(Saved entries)
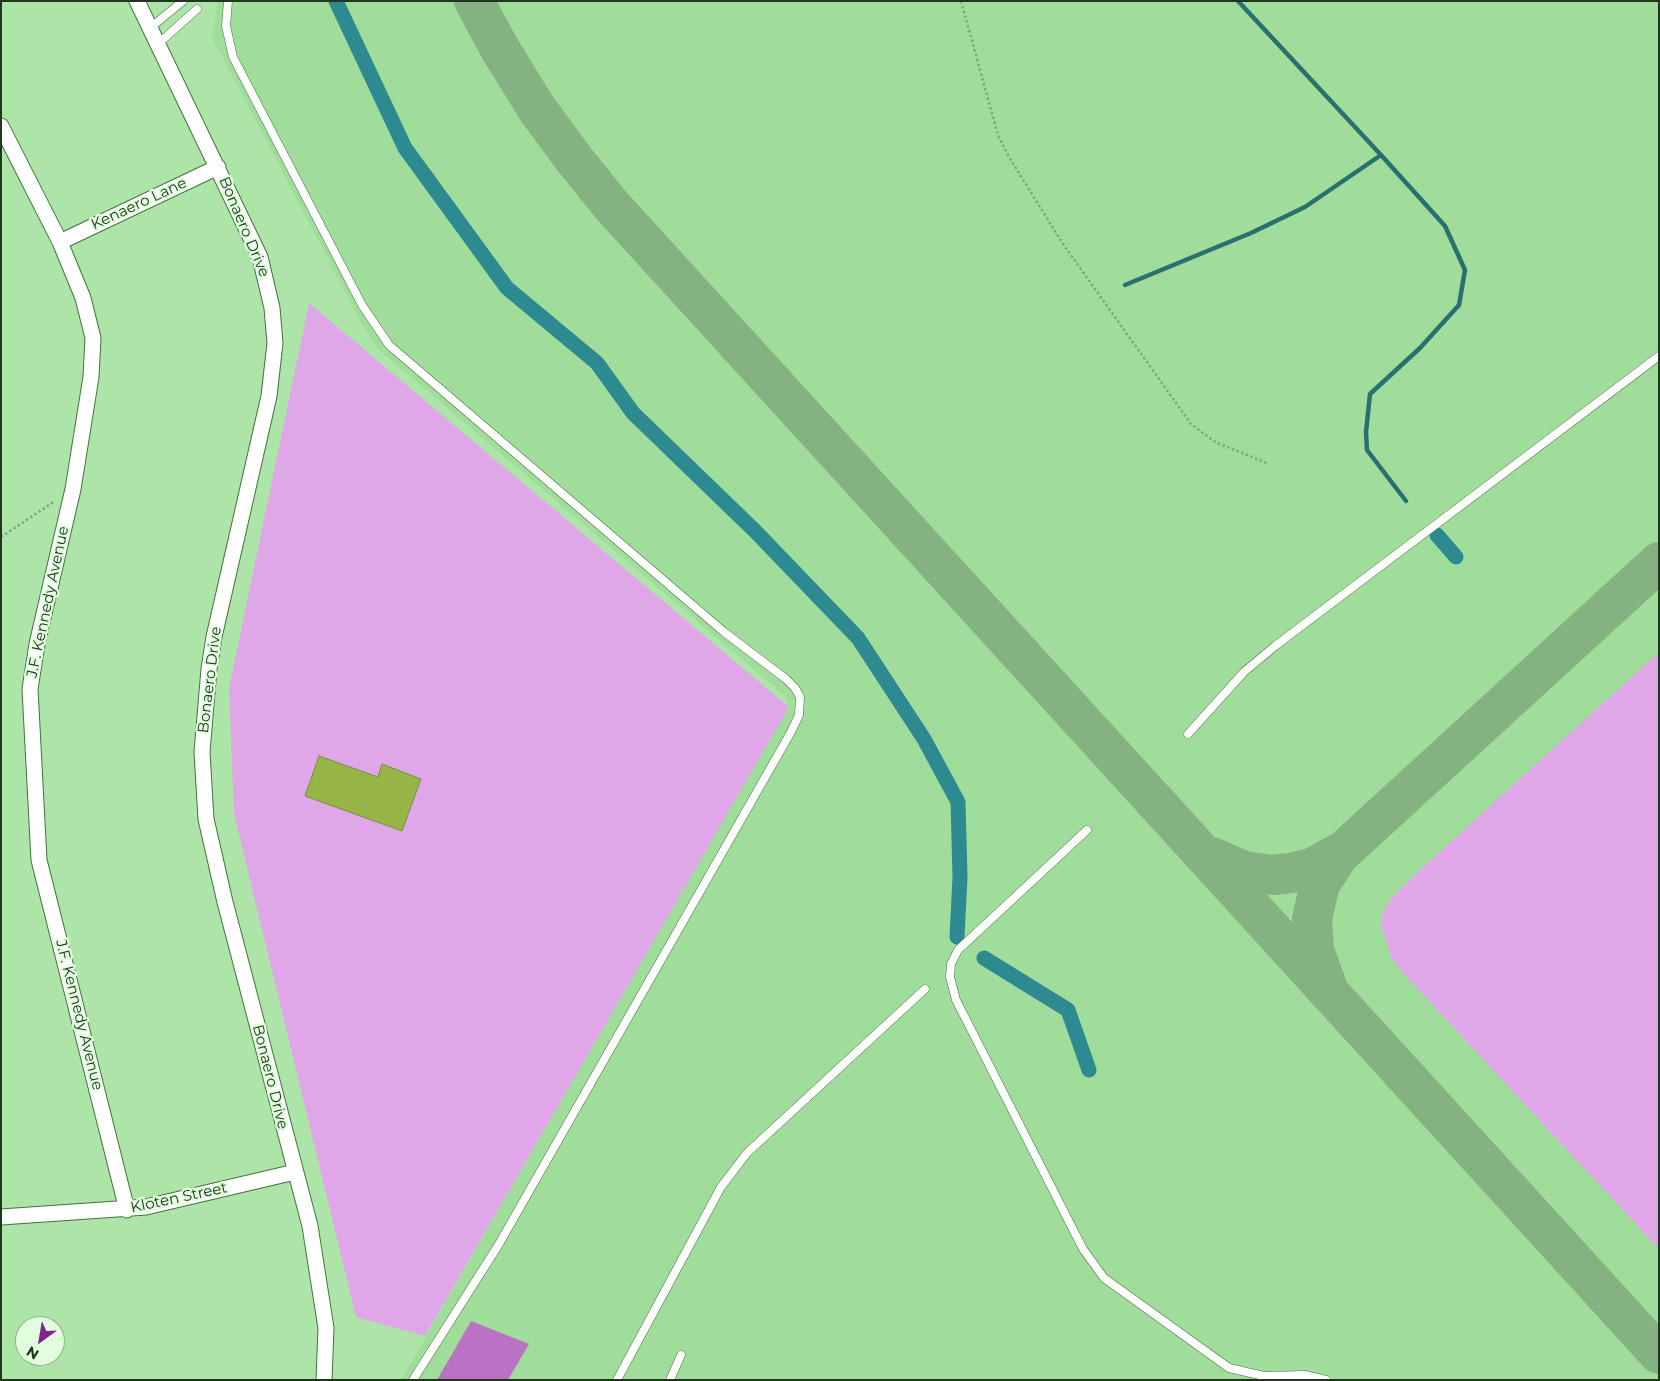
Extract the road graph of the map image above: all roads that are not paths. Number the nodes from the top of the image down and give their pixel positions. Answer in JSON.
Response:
{"nodes":[{"id":1,"x":138,"y":1,"type":"edge"},
{"id":2,"x":184,"y":1,"type":"edge"},
{"id":3,"x":228,"y":1,"type":"edge"},
{"id":4,"x":198,"y":9,"type":"dead end"},
{"id":5,"x":150,"y":28,"type":"junction"},
{"id":6,"x":158,"y":44,"type":"junction"},
{"id":7,"x":1,"y":126,"type":"edge"},
{"id":8,"x":218,"y":167,"type":"junction"},
{"id":9,"x":60,"y":242,"type":"junction"},
{"id":10,"x":1659,"y":356,"type":"edge"},
{"id":11,"x":1188,"y":734,"type":"dead end"},
{"id":12,"x":1087,"y":830,"type":"dead end"},
{"id":13,"x":925,"y":989,"type":"dead end"},
{"id":14,"x":295,"y":1172,"type":"junction"},
{"id":15,"x":127,"y":1210,"type":"junction"},
{"id":16,"x":1,"y":1217,"type":"edge"},
{"id":17,"x":682,"y":1355,"type":"dead end"},
{"id":18,"x":324,"y":1380,"type":"edge"},
{"id":19,"x":413,"y":1380,"type":"edge"},
{"id":20,"x":617,"y":1380,"type":"edge"},
{"id":21,"x":670,"y":1380,"type":"edge"},
{"id":22,"x":1326,"y":1380,"type":"edge"}],
"edges":[{"from":1,"to":5,"type":"street","name":"Bonaero Drive"},
{"from":2,"to":5,"type":"lane"},
{"from":3,"to":19,"type":"lane"},
{"from":4,"to":6,"type":"lane"},
{"from":5,"to":6,"type":"street","name":"Bonaero Drive"},
{"from":6,"to":8,"type":"street","name":"Bonaero Drive"},
{"from":7,"to":9,"type":"street","name":"J.F. Kennedy Avenue"},
{"from":8,"to":9,"type":"street","name":"Kenaero Lane"},
{"from":8,"to":14,"type":"street","name":"Bonaero Drive"},
{"from":9,"to":15,"type":"street","name":"J.F. Kennedy Avenue"},
{"from":10,"to":11,"type":"lane"},
{"from":12,"to":22,"type":"lane"},
{"from":13,"to":20,"type":"lane"},
{"from":14,"to":15,"type":"street","name":"Kloten Street"},
{"from":14,"to":18,"type":"street","name":"Bonaero Drive"},
{"from":15,"to":16,"type":"street","name":"Kloten Street"},
{"from":17,"to":21,"type":"lane"}]}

--- Problem details ---
Drop the pictures and reproduce the rest of the entries above exactly.

--- The answer ---
Extract the road graph of the map image above: all roads that are not paths. Number the nodes from the top of the image down and give their pixel positions. Answer in JSON.
Response:
{"nodes":[{"id":1,"x":138,"y":1,"type":"edge"},
{"id":2,"x":184,"y":1,"type":"edge"},
{"id":3,"x":228,"y":1,"type":"edge"},
{"id":4,"x":198,"y":9,"type":"dead end"},
{"id":5,"x":150,"y":28,"type":"junction"},
{"id":6,"x":158,"y":44,"type":"junction"},
{"id":7,"x":1,"y":126,"type":"edge"},
{"id":8,"x":218,"y":167,"type":"junction"},
{"id":9,"x":60,"y":242,"type":"junction"},
{"id":10,"x":1659,"y":356,"type":"edge"},
{"id":11,"x":1188,"y":734,"type":"dead end"},
{"id":12,"x":1087,"y":830,"type":"dead end"},
{"id":13,"x":925,"y":989,"type":"dead end"},
{"id":14,"x":295,"y":1172,"type":"junction"},
{"id":15,"x":127,"y":1210,"type":"junction"},
{"id":16,"x":1,"y":1217,"type":"edge"},
{"id":17,"x":682,"y":1355,"type":"dead end"},
{"id":18,"x":324,"y":1380,"type":"edge"},
{"id":19,"x":413,"y":1380,"type":"edge"},
{"id":20,"x":617,"y":1380,"type":"edge"},
{"id":21,"x":670,"y":1380,"type":"edge"},
{"id":22,"x":1326,"y":1380,"type":"edge"}],
"edges":[{"from":1,"to":5,"type":"street","name":"Bonaero Drive"},
{"from":2,"to":5,"type":"lane"},
{"from":3,"to":19,"type":"lane"},
{"from":4,"to":6,"type":"lane"},
{"from":5,"to":6,"type":"street","name":"Bonaero Drive"},
{"from":6,"to":8,"type":"street","name":"Bonaero Drive"},
{"from":7,"to":9,"type":"street","name":"J.F. Kennedy Avenue"},
{"from":8,"to":9,"type":"street","name":"Kenaero Lane"},
{"from":8,"to":14,"type":"street","name":"Bonaero Drive"},
{"from":9,"to":15,"type":"street","name":"J.F. Kennedy Avenue"},
{"from":10,"to":11,"type":"lane"},
{"from":12,"to":22,"type":"lane"},
{"from":13,"to":20,"type":"lane"},
{"from":14,"to":15,"type":"street","name":"Kloten Street"},
{"from":14,"to":18,"type":"street","name":"Bonaero Drive"},
{"from":15,"to":16,"type":"street","name":"Kloten Street"},
{"from":17,"to":21,"type":"lane"}]}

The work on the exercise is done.